What to work on: Line by line, transcribe the listing below without omission.

Supplied material:
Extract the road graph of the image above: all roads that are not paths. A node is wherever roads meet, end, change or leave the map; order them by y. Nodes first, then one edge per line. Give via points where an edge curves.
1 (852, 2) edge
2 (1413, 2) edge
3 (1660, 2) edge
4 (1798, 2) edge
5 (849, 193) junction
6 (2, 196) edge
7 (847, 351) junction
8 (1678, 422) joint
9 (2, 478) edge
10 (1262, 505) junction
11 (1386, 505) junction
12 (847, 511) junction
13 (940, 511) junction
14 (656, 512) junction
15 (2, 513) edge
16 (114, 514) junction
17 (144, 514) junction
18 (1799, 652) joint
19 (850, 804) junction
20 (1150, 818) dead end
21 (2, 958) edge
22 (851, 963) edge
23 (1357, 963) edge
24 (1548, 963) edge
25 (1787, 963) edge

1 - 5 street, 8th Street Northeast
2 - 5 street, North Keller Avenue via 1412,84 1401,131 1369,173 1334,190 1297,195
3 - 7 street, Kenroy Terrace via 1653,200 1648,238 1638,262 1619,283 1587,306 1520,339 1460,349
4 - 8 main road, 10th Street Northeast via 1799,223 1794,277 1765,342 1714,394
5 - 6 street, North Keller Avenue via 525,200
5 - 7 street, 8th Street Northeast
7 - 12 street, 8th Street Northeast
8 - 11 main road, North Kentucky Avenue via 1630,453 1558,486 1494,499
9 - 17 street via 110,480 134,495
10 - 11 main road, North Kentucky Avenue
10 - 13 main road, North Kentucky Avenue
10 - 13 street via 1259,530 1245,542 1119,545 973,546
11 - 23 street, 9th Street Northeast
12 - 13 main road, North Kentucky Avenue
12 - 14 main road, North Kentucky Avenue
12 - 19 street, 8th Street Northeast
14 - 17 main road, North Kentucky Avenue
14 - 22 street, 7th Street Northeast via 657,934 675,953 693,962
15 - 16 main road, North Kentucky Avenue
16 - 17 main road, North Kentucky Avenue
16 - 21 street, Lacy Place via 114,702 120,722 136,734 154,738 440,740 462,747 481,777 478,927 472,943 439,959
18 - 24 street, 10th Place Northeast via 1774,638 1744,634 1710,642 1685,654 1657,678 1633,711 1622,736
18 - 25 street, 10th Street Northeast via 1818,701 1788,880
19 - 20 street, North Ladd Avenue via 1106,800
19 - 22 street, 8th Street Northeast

Reply to the task:
Extract the road graph of the image above: all roads that are not paths. A node is wherever roads meet, end, change or leave the map; order them by y. Nodes first, then one edge per line. Give via points where an edge curves.
1 (852, 2) edge
2 (1413, 2) edge
3 (1660, 2) edge
4 (1798, 2) edge
5 (849, 193) junction
6 (2, 196) edge
7 (847, 351) junction
8 (1678, 422) joint
9 (2, 478) edge
10 (1262, 505) junction
11 (1386, 505) junction
12 (847, 511) junction
13 (940, 511) junction
14 (656, 512) junction
15 (2, 513) edge
16 (114, 514) junction
17 (144, 514) junction
18 (1799, 652) joint
19 (850, 804) junction
20 (1150, 818) dead end
21 (2, 958) edge
22 (851, 963) edge
23 (1357, 963) edge
24 (1548, 963) edge
25 (1787, 963) edge

1 - 5 street, 8th Street Northeast
2 - 5 street, North Keller Avenue via 1412,84 1401,131 1369,173 1334,190 1297,195
3 - 7 street, Kenroy Terrace via 1653,200 1648,238 1638,262 1619,283 1587,306 1520,339 1460,349
4 - 8 main road, 10th Street Northeast via 1799,223 1794,277 1765,342 1714,394
5 - 6 street, North Keller Avenue via 525,200
5 - 7 street, 8th Street Northeast
7 - 12 street, 8th Street Northeast
8 - 11 main road, North Kentucky Avenue via 1630,453 1558,486 1494,499
9 - 17 street via 110,480 134,495
10 - 11 main road, North Kentucky Avenue
10 - 13 main road, North Kentucky Avenue
10 - 13 street via 1259,530 1245,542 1119,545 973,546
11 - 23 street, 9th Street Northeast
12 - 13 main road, North Kentucky Avenue
12 - 14 main road, North Kentucky Avenue
12 - 19 street, 8th Street Northeast
14 - 17 main road, North Kentucky Avenue
14 - 22 street, 7th Street Northeast via 657,934 675,953 693,962
15 - 16 main road, North Kentucky Avenue
16 - 17 main road, North Kentucky Avenue
16 - 21 street, Lacy Place via 114,702 120,722 136,734 154,738 440,740 462,747 481,777 478,927 472,943 439,959
18 - 24 street, 10th Place Northeast via 1774,638 1744,634 1710,642 1685,654 1657,678 1633,711 1622,736
18 - 25 street, 10th Street Northeast via 1818,701 1788,880
19 - 20 street, North Ladd Avenue via 1106,800
19 - 22 street, 8th Street Northeast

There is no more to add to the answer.